- _Task requirements_:
How many lines in the listing include the string "none"? Reply with the number alone.

-------------------------

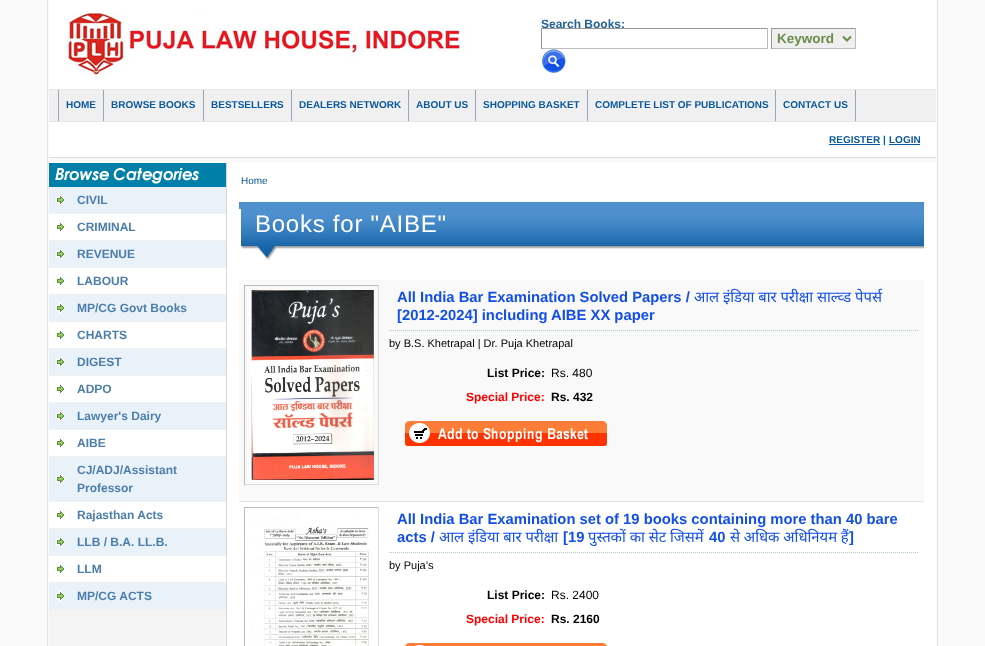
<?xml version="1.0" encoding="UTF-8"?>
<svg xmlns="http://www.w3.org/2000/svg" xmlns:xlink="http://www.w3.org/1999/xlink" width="985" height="646">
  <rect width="100%" height="100%" fill="#f9f9f9" />
  <rect x="937" width="1" height="646" fill="#e3e3e3" />
  <rect x="47" width="1" height="646" fill="#e3e3e3" />
  <rect x="49" width="887" height="89" fill="#ffffff" />
  <image x="66" y="12" width="400" height="64" xlink:href="image1.png" />
  <rect x="772" y="29" width="83" height="19" fill="#efefef" />
  <rect x="771" y="28" width="85" height="1" fill="#999999" />
  <rect x="855" y="28" width="1" height="21" fill="#bbbbbb" />
  <rect x="771" y="48" width="85" height="1" fill="#bbbbbb" />
  <rect x="771" y="28" width="1" height="21" fill="#999999" />
  <path d="M 843 36.5 l 4 4 l 4 -4" fill="none" stroke="#6b8c49" stroke-width="2" />
  <image x="542" y="49" width="24" height="24" xlink:href="image2.png" />
  <rect x="49" y="90" width="887" height="31" fill="#f0f0f0" />
  <rect x="49" y="89" width="887" height="1" fill="#e6e6e6" />
  <rect x="49" y="121" width="887" height="1" fill="#e6e6e6" />
  <rect x="58" y="90" width="1" height="31" fill="#99a7bb" />
  <rect x="103" y="90" width="1" height="31" fill="#99a7bb" />
  <rect x="203" y="90" width="1" height="31" fill="#99a7bb" />
  <rect x="291" y="90" width="1" height="31" fill="#99a7bb" />
  <rect x="408" y="90" width="1" height="31" fill="#99a7bb" />
  <rect x="475" y="90" width="1" height="31" fill="#99a7bb" />
  <rect x="587" y="90" width="1" height="31" fill="#99a7bb" />
  <rect x="775" y="90" width="1" height="31" fill="#99a7bb" />
  <rect x="855" y="90" width="1" height="31" fill="#99a7bb" />
  <rect x="49" y="122" width="887" height="35" fill="#ffffff" />
  <rect x="49" y="157" width="887" height="1" fill="#dddddd" />
  <rect x="829" y="144" width="51" height="1" fill="#0a589d" />
  <rect x="889" y="144" width="31" height="1" fill="#0a589d" />
  <rect x="227" y="163" width="709" height="483" fill="#ffffff" />
  <rect x="49" y="610" width="177" height="36" fill="#f5f5f5" />
  <rect x="226" y="163" width="1" height="483" fill="#d6d6d6" />
  <rect x="49" y="163" width="177" height="24" fill="#007fa8" />
  <image x="55" y="168" width="144" height="16" xlink:href="image3.png" />
  <rect x="49" y="187" width="177" height="26" fill="#eaf2f9" />
  <rect x="49" y="213" width="177" height="1" fill="#f0f0f0" />
  <image x="56" y="195" width="9" height="10" xlink:href="image4.png" />
  <rect x="49" y="214" width="177" height="26" fill="#ffffff" />
  <rect x="49" y="240" width="177" height="1" fill="#f0f0f0" />
  <image x="57" y="223" width="7" height="8" xlink:href="image5.png" />
  <rect x="49" y="241" width="177" height="26" fill="#eaf2f9" />
  <rect x="49" y="267" width="177" height="1" fill="#f0f0f0" />
  <image x="56" y="249" width="9" height="10" xlink:href="image4.png" />
  <rect x="49" y="268" width="177" height="26" fill="#ffffff" />
  <rect x="49" y="294" width="177" height="1" fill="#f0f0f0" />
  <image x="57" y="277" width="7" height="8" xlink:href="image5.png" />
  <rect x="49" y="295" width="177" height="26" fill="#eaf2f9" />
  <rect x="49" y="321" width="177" height="1" fill="#f0f0f0" />
  <image x="56" y="303" width="9" height="10" xlink:href="image4.png" />
  <rect x="49" y="322" width="177" height="26" fill="#ffffff" />
  <rect x="49" y="348" width="177" height="1" fill="#f0f0f0" />
  <image x="57" y="331" width="7" height="8" xlink:href="image5.png" />
  <rect x="49" y="349" width="177" height="26" fill="#eaf2f9" />
  <rect x="49" y="375" width="177" height="1" fill="#f0f0f0" />
  <image x="56" y="357" width="9" height="10" xlink:href="image4.png" />
  <rect x="49" y="376" width="177" height="26" fill="#ffffff" />
  <rect x="49" y="402" width="177" height="1" fill="#f0f0f0" />
  <image x="57" y="385" width="7" height="8" xlink:href="image5.png" />
  <rect x="49" y="403" width="177" height="26" fill="#eaf2f9" />
  <rect x="49" y="429" width="177" height="1" fill="#f0f0f0" />
  <image x="56" y="411" width="9" height="10" xlink:href="image4.png" />
  <rect x="49" y="430" width="177" height="26" fill="#ffffff" />
  <rect x="49" y="456" width="177" height="1" fill="#f0f0f0" />
  <image x="57" y="439" width="7" height="8" xlink:href="image5.png" />
  <rect x="49" y="457" width="177" height="44" fill="#eaf2f9" />
  <rect x="49" y="501" width="177" height="1" fill="#f0f0f0" />
  <image x="56" y="474" width="9" height="10" xlink:href="image4.png" />
  <rect x="49" y="502" width="177" height="26" fill="#ffffff" />
  <rect x="49" y="528" width="177" height="1" fill="#f0f0f0" />
  <image x="57" y="511" width="7" height="8" xlink:href="image5.png" />
  <rect x="49" y="529" width="177" height="26" fill="#eaf2f9" />
  <rect x="49" y="555" width="177" height="1" fill="#f0f0f0" />
  <image x="56" y="537" width="9" height="10" xlink:href="image4.png" />
  <rect x="49" y="556" width="177" height="26" fill="#ffffff" />
  <rect x="49" y="582" width="177" height="1" fill="#f0f0f0" />
  <image x="57" y="565" width="7" height="8" xlink:href="image5.png" />
  <rect x="49" y="583" width="177" height="26" fill="#eaf2f9" />
  <rect x="49" y="609" width="177" height="1" fill="#f0f0f0" />
  <image x="56" y="591" width="9" height="10" xlink:href="image4.png" />
  <rect x="239" y="202" width="685" height="7" fill="#4e90cd" />
  <image x="239" y="209" width="685" height="55" xlink:href="image6.png" />
  <rect x="239" y="280" width="685" height="221" fill="#f9f9f9" />
  <rect x="244" y="285" width="135" height="1" fill="#bbbbbb" />
  <rect x="378" y="285" width="1" height="200" fill="#dddddd" />
  <rect x="244" y="484" width="135" height="1" fill="#dddddd" />
  <rect x="244" y="285" width="1" height="200" fill="#bbbbbb" />
  <image x="249" y="290" width="125" height="190" xlink:href="image7.png" />
  <path d="M 389 330.5 h 530" fill="none" stroke="#b0cada" stroke-dasharray="1 1" />
  <image x="405" y="421" width="202" height="25" xlink:href="image8.png" />
  <rect x="239" y="501" width="685" height="1" fill="#e3e3e3" />
  <rect x="244" y="507" width="135" height="1" fill="#bbbbbb" />
  <rect x="244" y="507" width="1" height="139" fill="#bbbbbb" />
  <image x="251" y="513" width="118" height="133" xlink:href="image9.png" />
  <rect x="378" y="507" width="1" height="139" fill="#dddddd" />
  <path d="M 389 552.5 h 530" fill="none" stroke="#b0cada" stroke-dasharray="1 1" />
  <image x="405" y="643" width="202" height="3" xlink:href="image10.png" />
  <text x="541" y="28" style="font-family: Liberation Sans; font-size: 12px; font-weight: bold; fill: #256299">Search Books:</text>
  <rect x="541" y="28" width="227" height="1" fill="#999999" />
  <rect x="767" y="28" width="1" height="21" fill="#bbbbbb" />
  <rect x="541" y="48" width="227" height="1" fill="#bbbbbb" />
  <rect x="541" y="28" width="1" height="21" fill="#999999" />
  <text x="777" y="43" style="font-family: Liberation Sans; font-size: 13.5px; font-weight: bold; fill: #6b8c49">Keyword</text>
  <text x="66" y="108" style="font-family: Liberation Sans; font-size: 10px; font-weight: bold; fill: #0a589d">HOME</text>
  <text x="111" y="108" style="font-family: Liberation Sans; font-size: 10px; font-weight: bold; fill: #0a589d">BROWSE BOOKS</text>
  <text x="211" y="108" style="font-family: Liberation Sans; font-size: 10px; font-weight: bold; fill: #0a589d">BESTSELLERS</text>
  <text x="299" y="108" style="font-family: Liberation Sans; font-size: 10px; font-weight: bold; fill: #0a589d">DEALERS NETWORK</text>
  <text x="416" y="108" style="font-family: Liberation Sans; font-size: 10px; font-weight: bold; fill: #0a589d">ABOUT US</text>
  <text x="483" y="108" style="font-family: Liberation Sans; font-size: 10px; font-weight: bold; fill: #0a589d">SHOPPING BASKET</text>
  <text x="595" y="108" style="font-family: Liberation Sans; font-size: 10px; font-weight: bold; fill: #0a589d">COMPLETE LIST OF PUBLICATIONS</text>
  <text x="783" y="108" style="font-family: Liberation Sans; font-size: 10px; font-weight: bold; fill: #0a589d">CONTACT US</text>
  <text x="829" y="143" style="font-family: Liberation Sans; font-size: 10px; font-weight: bold; fill: #0a589d">REGISTER</text>
  <text x="883" y="143" style="font-family: Liberation Sans; font-size: 10px; font-weight: bold; fill: #006699">|</text>
  <text x="889" y="143" style="font-family: Liberation Sans; font-size: 10px; font-weight: bold; fill: #0a589d">LOGIN</text>
  <text x="77" y="204" style="font-family: Liberation Sans; font-size: 12px; font-weight: bold; fill: #4c7eac">CIVIL</text>
  <text x="77" y="231" style="font-family: Liberation Sans; font-size: 12px; font-weight: bold; fill: #4c7eac">CRIMINAL</text>
  <text x="77" y="258" style="font-family: Liberation Sans; font-size: 12px; font-weight: bold; fill: #4c7eac">REVENUE</text>
  <text x="77" y="285" style="font-family: Liberation Sans; font-size: 12px; font-weight: bold; fill: #4c7eac">LABOUR</text>
  <text x="77" y="312" style="font-family: Liberation Sans; font-size: 12px; font-weight: bold; fill: #4c7eac">MP/CG Govt Books</text>
  <text x="77" y="339" style="font-family: Liberation Sans; font-size: 12px; font-weight: bold; fill: #4c7eac">CHARTS</text>
  <text x="77" y="366" style="font-family: Liberation Sans; font-size: 12px; font-weight: bold; fill: #4c7eac">DIGEST</text>
  <text x="77" y="393" style="font-family: Liberation Sans; font-size: 12px; font-weight: bold; fill: #4c7eac">ADPO</text>
  <text x="77" y="420" style="font-family: Liberation Sans; font-size: 12px; font-weight: bold; fill: #4c7eac">Lawyer's Dairy</text>
  <text x="77" y="447" style="font-family: Liberation Sans; font-size: 12px; font-weight: bold; fill: #4c7eac">AIBE</text>
  <text x="77" y="474" style="font-family: Liberation Sans; font-size: 12px; font-weight: bold; fill: #4c7eac">CJ/ADJ/Assistant</text>
  <text x="77" y="492" style="font-family: Liberation Sans; font-size: 12px; font-weight: bold; fill: #4c7eac">Professor</text>
  <text x="77" y="519" style="font-family: Liberation Sans; font-size: 12px; font-weight: bold; fill: #4c7eac">Rajasthan Acts</text>
  <text x="77" y="546" style="font-family: Liberation Sans; font-size: 12px; font-weight: bold; fill: #4c7eac">LLB / B.A. LL.B.</text>
  <text x="77" y="573" style="font-family: Liberation Sans; font-size: 12px; font-weight: bold; fill: #4c7eac">LLM</text>
  <text x="77" y="600" style="font-family: Liberation Sans; font-size: 12px; font-weight: bold; fill: #4c7eac">MP/CG ACTS</text>
  <text x="241" y="184" style="font-family: Liberation Sans; font-size: 10px; fill: #0a589d">Home</text>
  <text x="255" y="232" style="font-family: Liberation Sans; font-size: 24px; letter-spacing: 0.75px; fill: #ffffff">Books for "AIBE"</text>
  <text x="397" y="302" style="font-family: Liberation Sans; font-size: 14.8px; font-weight: bold; fill: #134fe7">All India Bar Examination Solved Papers /</text>
  <text x="694" y="302" style="font-family: Noto Sans; font-size: 14.8px; fill: #134fe7">आल इंडिया बार परीक्षा साल्व्ड पेपर्स</text>
  <text x="397" y="320" style="font-family: Liberation Sans; font-size: 14.8px; font-weight: bold; fill: #134fe7">[2012-2024] including AIBE XX paper</text>
  <text x="389" y="347" style="font-family: Liberation Sans; font-size: 11px; fill: #000000">by B.S. Khetrapal | Dr. Puja Khetrapal</text>
  <text x="487" y="377" style="font-family: Liberation Sans; font-size: 12px; font-weight: bold; fill: #000000">List Price:</text>
  <text x="551" y="377" style="font-family: Liberation Sans; font-size: 12px; fill: #000000">Rs. 480</text>
  <text x="466" y="401" style="font-family: Liberation Sans; font-size: 12px; font-weight: bold; fill: #ff0000">Special Price:</text>
  <text x="551" y="401" style="font-family: Liberation Sans; font-size: 12px; font-weight: bold; fill: #000000">Rs. 432</text>
  <text x="397" y="524" style="font-family: Liberation Sans; font-size: 14.8px; font-weight: bold; fill: #134fe7">All India Bar Examination set of 19 books containing more than 40 bare</text>
  <text x="397" y="542" style="font-family: Liberation Sans; font-size: 14.8px; font-weight: bold; fill: #134fe7">acts /</text>
  <text x="439" y="542" style="font-family: Noto Sans; font-size: 14.8px; fill: #134fe7">आल इंडिया बार परीक्षा</text>
  <text x="563" y="542" style="font-family: Liberation Sans; font-size: 14.8px; font-weight: bold; fill: #134fe7">[19</text>
  <text x="588" y="542" style="font-family: Noto Sans; font-size: 14.8px; fill: #134fe7">पुस्तकों का सेट जिसमें</text>
  <text x="709" y="542" style="font-family: Liberation Sans; font-size: 14.8px; font-weight: bold; fill: #134fe7">40</text>
  <text x="730" y="542" style="font-family: Noto Sans; font-size: 14.8px; fill: #134fe7">से अधिक अधिनियम हैं</text>
  <text x="849" y="542" style="font-family: Liberation Sans; font-size: 14.8px; font-weight: bold; fill: #134fe7">]</text>
  <text x="389" y="569" style="font-family: Liberation Sans; font-size: 11px; fill: #000000">by Puja’s</text>
  <text x="487" y="599" style="font-family: Liberation Sans; font-size: 12px; font-weight: bold; fill: #000000">List Price:</text>
  <text x="551" y="599" style="font-family: Liberation Sans; font-size: 12px; fill: #000000">Rs. 2400</text>
  <text x="466" y="623" style="font-family: Liberation Sans; font-size: 12px; font-weight: bold; fill: #ff0000">Special Price:</text>
  <text x="551" y="623" style="font-family: Liberation Sans; font-size: 12px; font-weight: bold; fill: #000000">Rs. 2160</text>
</svg>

-------------------------

- _Expected answer_:
3